First, some data and packages to be loaded:
library(tidyverse)
data(tips, package = "reshape2")
Then, we summarise the data:
tips %>%
group_by(sex, smoker) %>%
summarise(tip_groups = mean(tip),
tip_sem = (sd(tip)/sqrt(length(tip)))) -> tips2
tips2
## Source: local data frame [4 x 4]
## Groups: sex [?]
##
## sex smoker tip_groups tip_sem
## <fctr> <fctr> <dbl> <dbl>
## 1 Female No 2.77 0.154
## 2 Female Yes 2.93 0.212
## 3 Male No 3.11 0.151
## 4 Male Yes 3.05 0.194
Remember that the standard error of the mean is computed as
$$sem = \frac{sd(x)}{\sqrt{n}}$$ Now we take this summarised data and plot it:
tips2 %>%
ggplot() +
aes(x = sex, y = tip_groups, color = smoker) +
geom_line(aes(group = smoker)) +
geom_point() +
geom_linerange(aes(x = sex, ymin = tip_groups - tip_sem, ymax = tip_groups + tip_sem), size = .3) +
labs(title = "Moderating role of smoking status on the effect of sex on tip",
subtitle = "Error bars indicate standard error of the mean")

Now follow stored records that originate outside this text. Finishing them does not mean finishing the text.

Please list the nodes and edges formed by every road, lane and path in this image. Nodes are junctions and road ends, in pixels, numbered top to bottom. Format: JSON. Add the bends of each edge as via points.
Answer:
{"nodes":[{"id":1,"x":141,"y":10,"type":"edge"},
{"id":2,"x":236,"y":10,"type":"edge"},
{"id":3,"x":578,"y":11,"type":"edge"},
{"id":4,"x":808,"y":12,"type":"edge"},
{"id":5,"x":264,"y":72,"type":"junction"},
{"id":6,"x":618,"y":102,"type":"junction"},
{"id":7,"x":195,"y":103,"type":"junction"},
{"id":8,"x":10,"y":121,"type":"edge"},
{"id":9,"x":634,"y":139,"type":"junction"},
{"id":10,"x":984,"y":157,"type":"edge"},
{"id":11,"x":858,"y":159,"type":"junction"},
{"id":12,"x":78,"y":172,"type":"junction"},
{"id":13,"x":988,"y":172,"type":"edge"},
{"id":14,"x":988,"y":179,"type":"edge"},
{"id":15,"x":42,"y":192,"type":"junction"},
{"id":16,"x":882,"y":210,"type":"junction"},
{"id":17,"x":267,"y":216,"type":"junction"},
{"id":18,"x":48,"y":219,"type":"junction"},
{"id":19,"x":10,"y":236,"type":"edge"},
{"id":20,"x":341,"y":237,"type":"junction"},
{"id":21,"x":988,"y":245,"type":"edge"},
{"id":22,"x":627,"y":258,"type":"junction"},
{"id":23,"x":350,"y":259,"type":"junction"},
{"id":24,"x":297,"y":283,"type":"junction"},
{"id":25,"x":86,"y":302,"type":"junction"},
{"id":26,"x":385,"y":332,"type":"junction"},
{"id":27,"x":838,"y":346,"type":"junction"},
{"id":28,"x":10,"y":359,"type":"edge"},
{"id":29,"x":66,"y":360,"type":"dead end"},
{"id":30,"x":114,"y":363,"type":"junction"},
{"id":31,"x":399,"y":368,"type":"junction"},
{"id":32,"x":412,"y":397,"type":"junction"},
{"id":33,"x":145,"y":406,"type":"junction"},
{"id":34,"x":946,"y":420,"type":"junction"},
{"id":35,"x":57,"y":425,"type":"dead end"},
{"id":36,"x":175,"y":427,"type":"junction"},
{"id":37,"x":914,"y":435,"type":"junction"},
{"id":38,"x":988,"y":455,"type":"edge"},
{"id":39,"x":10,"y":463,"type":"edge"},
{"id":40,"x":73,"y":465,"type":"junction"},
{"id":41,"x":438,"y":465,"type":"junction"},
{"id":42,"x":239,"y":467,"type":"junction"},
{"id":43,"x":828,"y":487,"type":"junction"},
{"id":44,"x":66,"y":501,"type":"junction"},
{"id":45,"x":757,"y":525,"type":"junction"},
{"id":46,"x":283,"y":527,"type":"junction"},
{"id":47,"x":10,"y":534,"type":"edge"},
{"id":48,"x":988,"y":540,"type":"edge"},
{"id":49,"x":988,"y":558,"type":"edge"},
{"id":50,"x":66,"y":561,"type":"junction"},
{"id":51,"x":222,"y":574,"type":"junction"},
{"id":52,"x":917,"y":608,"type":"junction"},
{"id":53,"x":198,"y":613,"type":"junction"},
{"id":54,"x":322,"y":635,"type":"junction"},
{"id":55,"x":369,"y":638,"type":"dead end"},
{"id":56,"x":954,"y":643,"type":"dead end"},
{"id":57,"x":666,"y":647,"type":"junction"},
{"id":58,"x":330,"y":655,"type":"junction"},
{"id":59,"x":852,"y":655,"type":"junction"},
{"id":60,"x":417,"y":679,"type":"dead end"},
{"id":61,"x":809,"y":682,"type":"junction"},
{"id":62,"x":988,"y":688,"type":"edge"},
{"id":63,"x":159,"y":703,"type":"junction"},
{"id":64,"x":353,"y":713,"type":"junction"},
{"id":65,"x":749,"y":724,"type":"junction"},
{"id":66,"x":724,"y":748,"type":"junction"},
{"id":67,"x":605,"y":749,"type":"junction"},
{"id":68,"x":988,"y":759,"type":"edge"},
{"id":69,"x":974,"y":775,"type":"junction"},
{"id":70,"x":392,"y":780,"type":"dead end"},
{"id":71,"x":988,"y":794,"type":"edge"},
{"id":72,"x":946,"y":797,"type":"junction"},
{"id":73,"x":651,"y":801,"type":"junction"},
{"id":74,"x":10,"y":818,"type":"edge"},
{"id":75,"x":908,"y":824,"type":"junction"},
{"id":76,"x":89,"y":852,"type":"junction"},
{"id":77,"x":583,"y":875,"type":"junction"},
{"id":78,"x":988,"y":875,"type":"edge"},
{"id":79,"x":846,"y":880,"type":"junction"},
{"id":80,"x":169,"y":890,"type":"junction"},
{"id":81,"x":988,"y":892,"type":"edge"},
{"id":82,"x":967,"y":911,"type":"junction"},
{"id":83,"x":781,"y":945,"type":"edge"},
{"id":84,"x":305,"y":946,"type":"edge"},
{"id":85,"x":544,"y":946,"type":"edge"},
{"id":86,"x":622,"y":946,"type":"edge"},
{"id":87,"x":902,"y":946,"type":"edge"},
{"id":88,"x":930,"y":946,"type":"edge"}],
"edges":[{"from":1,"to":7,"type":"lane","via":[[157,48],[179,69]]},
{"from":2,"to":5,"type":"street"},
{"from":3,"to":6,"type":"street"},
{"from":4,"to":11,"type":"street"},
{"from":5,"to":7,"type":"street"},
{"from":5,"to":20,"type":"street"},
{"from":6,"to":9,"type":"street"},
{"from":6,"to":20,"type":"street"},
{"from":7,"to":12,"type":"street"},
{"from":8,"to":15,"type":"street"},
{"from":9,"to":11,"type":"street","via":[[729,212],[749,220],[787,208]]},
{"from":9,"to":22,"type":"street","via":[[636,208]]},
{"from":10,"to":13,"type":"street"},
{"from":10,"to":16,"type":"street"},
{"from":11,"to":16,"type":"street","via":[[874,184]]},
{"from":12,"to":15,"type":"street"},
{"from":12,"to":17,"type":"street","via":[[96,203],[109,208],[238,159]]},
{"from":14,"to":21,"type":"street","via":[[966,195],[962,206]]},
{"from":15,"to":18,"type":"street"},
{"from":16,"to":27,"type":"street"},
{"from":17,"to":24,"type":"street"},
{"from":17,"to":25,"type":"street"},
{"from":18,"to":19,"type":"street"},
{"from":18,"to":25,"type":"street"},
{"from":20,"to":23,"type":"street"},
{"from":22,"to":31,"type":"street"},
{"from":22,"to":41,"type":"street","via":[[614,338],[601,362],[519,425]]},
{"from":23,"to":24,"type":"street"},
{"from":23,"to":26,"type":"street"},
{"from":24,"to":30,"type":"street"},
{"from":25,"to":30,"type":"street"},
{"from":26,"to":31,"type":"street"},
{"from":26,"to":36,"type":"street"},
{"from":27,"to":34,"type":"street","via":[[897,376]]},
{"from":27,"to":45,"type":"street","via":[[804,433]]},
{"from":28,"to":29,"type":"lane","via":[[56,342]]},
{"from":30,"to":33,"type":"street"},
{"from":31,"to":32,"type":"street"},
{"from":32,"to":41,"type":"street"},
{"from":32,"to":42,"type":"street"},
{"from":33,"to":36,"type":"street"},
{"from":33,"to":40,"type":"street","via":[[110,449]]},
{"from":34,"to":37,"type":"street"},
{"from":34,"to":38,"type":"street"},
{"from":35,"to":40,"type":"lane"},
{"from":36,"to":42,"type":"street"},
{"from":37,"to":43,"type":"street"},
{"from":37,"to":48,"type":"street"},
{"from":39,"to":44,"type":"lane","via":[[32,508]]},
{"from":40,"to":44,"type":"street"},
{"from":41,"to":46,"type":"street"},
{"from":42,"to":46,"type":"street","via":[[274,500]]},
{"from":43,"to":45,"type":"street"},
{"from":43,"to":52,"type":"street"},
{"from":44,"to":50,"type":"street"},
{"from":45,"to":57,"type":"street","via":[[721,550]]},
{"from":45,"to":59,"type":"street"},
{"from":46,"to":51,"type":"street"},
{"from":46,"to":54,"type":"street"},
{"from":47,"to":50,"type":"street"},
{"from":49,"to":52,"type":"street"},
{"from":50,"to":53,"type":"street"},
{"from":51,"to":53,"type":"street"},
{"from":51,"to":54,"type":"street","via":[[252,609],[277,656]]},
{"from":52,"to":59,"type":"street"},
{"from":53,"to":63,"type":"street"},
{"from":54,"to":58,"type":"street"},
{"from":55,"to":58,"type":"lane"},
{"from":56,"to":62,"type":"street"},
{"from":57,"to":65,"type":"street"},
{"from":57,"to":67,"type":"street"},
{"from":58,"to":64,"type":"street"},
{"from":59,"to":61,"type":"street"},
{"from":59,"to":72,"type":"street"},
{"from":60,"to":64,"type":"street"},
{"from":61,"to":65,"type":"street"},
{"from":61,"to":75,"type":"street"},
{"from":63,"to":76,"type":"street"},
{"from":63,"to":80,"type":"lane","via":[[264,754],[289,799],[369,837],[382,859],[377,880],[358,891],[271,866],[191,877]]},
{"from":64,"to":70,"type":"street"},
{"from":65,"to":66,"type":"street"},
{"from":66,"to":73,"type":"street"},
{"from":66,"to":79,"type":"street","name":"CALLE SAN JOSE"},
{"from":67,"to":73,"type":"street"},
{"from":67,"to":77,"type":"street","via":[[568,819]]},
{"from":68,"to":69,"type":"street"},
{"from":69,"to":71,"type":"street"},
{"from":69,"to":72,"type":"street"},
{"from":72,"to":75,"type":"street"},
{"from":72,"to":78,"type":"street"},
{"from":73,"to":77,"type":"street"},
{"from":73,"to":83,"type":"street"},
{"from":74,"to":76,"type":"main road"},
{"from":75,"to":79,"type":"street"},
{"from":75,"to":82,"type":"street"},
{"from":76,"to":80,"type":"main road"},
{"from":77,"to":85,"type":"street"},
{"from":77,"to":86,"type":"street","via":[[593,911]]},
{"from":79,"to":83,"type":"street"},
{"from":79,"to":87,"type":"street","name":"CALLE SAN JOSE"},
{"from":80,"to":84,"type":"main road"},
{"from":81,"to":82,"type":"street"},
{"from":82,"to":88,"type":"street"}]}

Maybe better changing the domain of the y-axis to put the effects in a (different) perspective:
tips2 %>%
ggplot() +
aes(x = sex, y = tip_groups, color = smoker) +
geom_line(aes(group = smoker)) +
geom_point() +
geom_linerange(aes(x = sex, ymin = tip_groups - tip_sem, ymax = tip_groups + tip_sem), size = .3) +
labs(title = "Moderating role of smoking status on the effect of sex on tip",
subtitle = "Error bars indicate standard error of the mean") +
scale_y_continuous(limits = c(0,5))